*TASK TO CARRY OUT*
Every record, from first to last, should be retyped word for word.

(Saved data entries)
_ _ _ _ _
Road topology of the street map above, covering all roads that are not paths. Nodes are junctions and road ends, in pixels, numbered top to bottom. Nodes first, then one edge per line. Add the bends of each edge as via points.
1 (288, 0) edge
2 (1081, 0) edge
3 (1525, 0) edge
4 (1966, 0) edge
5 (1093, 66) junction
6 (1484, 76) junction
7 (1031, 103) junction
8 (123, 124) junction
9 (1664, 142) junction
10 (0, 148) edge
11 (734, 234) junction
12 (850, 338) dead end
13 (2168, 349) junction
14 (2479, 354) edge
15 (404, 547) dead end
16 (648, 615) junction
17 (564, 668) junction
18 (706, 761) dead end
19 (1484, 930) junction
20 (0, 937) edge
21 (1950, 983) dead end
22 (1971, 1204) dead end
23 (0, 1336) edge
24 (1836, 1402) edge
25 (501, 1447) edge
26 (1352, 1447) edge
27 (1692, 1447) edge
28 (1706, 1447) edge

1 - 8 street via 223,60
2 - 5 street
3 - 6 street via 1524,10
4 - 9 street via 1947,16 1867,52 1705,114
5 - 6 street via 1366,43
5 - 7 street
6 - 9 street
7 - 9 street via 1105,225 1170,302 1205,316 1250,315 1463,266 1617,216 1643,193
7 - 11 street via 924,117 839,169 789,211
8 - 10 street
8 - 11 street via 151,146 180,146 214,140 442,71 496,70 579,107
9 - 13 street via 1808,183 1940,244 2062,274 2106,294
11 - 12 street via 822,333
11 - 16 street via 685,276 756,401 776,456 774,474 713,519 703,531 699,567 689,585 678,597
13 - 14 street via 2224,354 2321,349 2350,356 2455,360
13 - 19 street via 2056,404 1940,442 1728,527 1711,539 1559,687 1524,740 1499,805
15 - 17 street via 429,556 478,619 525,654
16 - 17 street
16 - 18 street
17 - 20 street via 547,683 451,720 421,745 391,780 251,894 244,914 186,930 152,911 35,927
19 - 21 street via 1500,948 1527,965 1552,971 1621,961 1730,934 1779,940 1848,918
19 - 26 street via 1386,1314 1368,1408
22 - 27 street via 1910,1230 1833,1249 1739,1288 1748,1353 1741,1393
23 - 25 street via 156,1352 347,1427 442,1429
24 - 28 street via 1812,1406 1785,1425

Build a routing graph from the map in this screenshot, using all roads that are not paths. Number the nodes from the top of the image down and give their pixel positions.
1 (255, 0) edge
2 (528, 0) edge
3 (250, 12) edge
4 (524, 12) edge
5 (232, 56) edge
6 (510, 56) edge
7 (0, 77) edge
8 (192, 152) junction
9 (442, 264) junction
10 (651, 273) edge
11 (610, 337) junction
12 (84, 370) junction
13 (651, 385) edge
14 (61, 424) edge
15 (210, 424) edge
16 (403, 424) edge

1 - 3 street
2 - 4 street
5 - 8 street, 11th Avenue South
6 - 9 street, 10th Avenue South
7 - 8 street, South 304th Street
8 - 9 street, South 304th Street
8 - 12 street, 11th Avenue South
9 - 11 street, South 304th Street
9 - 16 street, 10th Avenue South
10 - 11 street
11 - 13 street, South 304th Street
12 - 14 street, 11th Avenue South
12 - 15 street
_ _ _ _ _
*COMPLETED EXERCISE*
Road topology of the street map above, covering all roads that are not paths. Nodes are junctions and road ends, in pixels, numbered top to bottom. Nodes first, then one edge per line. Add the bends of each edge as via points.
1 (288, 0) edge
2 (1081, 0) edge
3 (1525, 0) edge
4 (1966, 0) edge
5 (1093, 66) junction
6 (1484, 76) junction
7 (1031, 103) junction
8 (123, 124) junction
9 (1664, 142) junction
10 (0, 148) edge
11 (734, 234) junction
12 (850, 338) dead end
13 (2168, 349) junction
14 (2479, 354) edge
15 (404, 547) dead end
16 (648, 615) junction
17 (564, 668) junction
18 (706, 761) dead end
19 (1484, 930) junction
20 (0, 937) edge
21 (1950, 983) dead end
22 (1971, 1204) dead end
23 (0, 1336) edge
24 (1836, 1402) edge
25 (501, 1447) edge
26 (1352, 1447) edge
27 (1692, 1447) edge
28 (1706, 1447) edge

1 - 8 street via 223,60
2 - 5 street
3 - 6 street via 1524,10
4 - 9 street via 1947,16 1867,52 1705,114
5 - 6 street via 1366,43
5 - 7 street
6 - 9 street
7 - 9 street via 1105,225 1170,302 1205,316 1250,315 1463,266 1617,216 1643,193
7 - 11 street via 924,117 839,169 789,211
8 - 10 street
8 - 11 street via 151,146 180,146 214,140 442,71 496,70 579,107
9 - 13 street via 1808,183 1940,244 2062,274 2106,294
11 - 12 street via 822,333
11 - 16 street via 685,276 756,401 776,456 774,474 713,519 703,531 699,567 689,585 678,597
13 - 14 street via 2224,354 2321,349 2350,356 2455,360
13 - 19 street via 2056,404 1940,442 1728,527 1711,539 1559,687 1524,740 1499,805
15 - 17 street via 429,556 478,619 525,654
16 - 17 street
16 - 18 street
17 - 20 street via 547,683 451,720 421,745 391,780 251,894 244,914 186,930 152,911 35,927
19 - 21 street via 1500,948 1527,965 1552,971 1621,961 1730,934 1779,940 1848,918
19 - 26 street via 1386,1314 1368,1408
22 - 27 street via 1910,1230 1833,1249 1739,1288 1748,1353 1741,1393
23 - 25 street via 156,1352 347,1427 442,1429
24 - 28 street via 1812,1406 1785,1425

Build a routing graph from the map in this screenshot, using all roads that are not paths. Number the nodes from the top of the image down and give their pixel positions.
1 (255, 0) edge
2 (528, 0) edge
3 (250, 12) edge
4 (524, 12) edge
5 (232, 56) edge
6 (510, 56) edge
7 (0, 77) edge
8 (192, 152) junction
9 (442, 264) junction
10 (651, 273) edge
11 (610, 337) junction
12 (84, 370) junction
13 (651, 385) edge
14 (61, 424) edge
15 (210, 424) edge
16 (403, 424) edge

1 - 3 street
2 - 4 street
5 - 8 street, 11th Avenue South
6 - 9 street, 10th Avenue South
7 - 8 street, South 304th Street
8 - 9 street, South 304th Street
8 - 12 street, 11th Avenue South
9 - 11 street, South 304th Street
9 - 16 street, 10th Avenue South
10 - 11 street
11 - 13 street, South 304th Street
12 - 14 street, 11th Avenue South
12 - 15 street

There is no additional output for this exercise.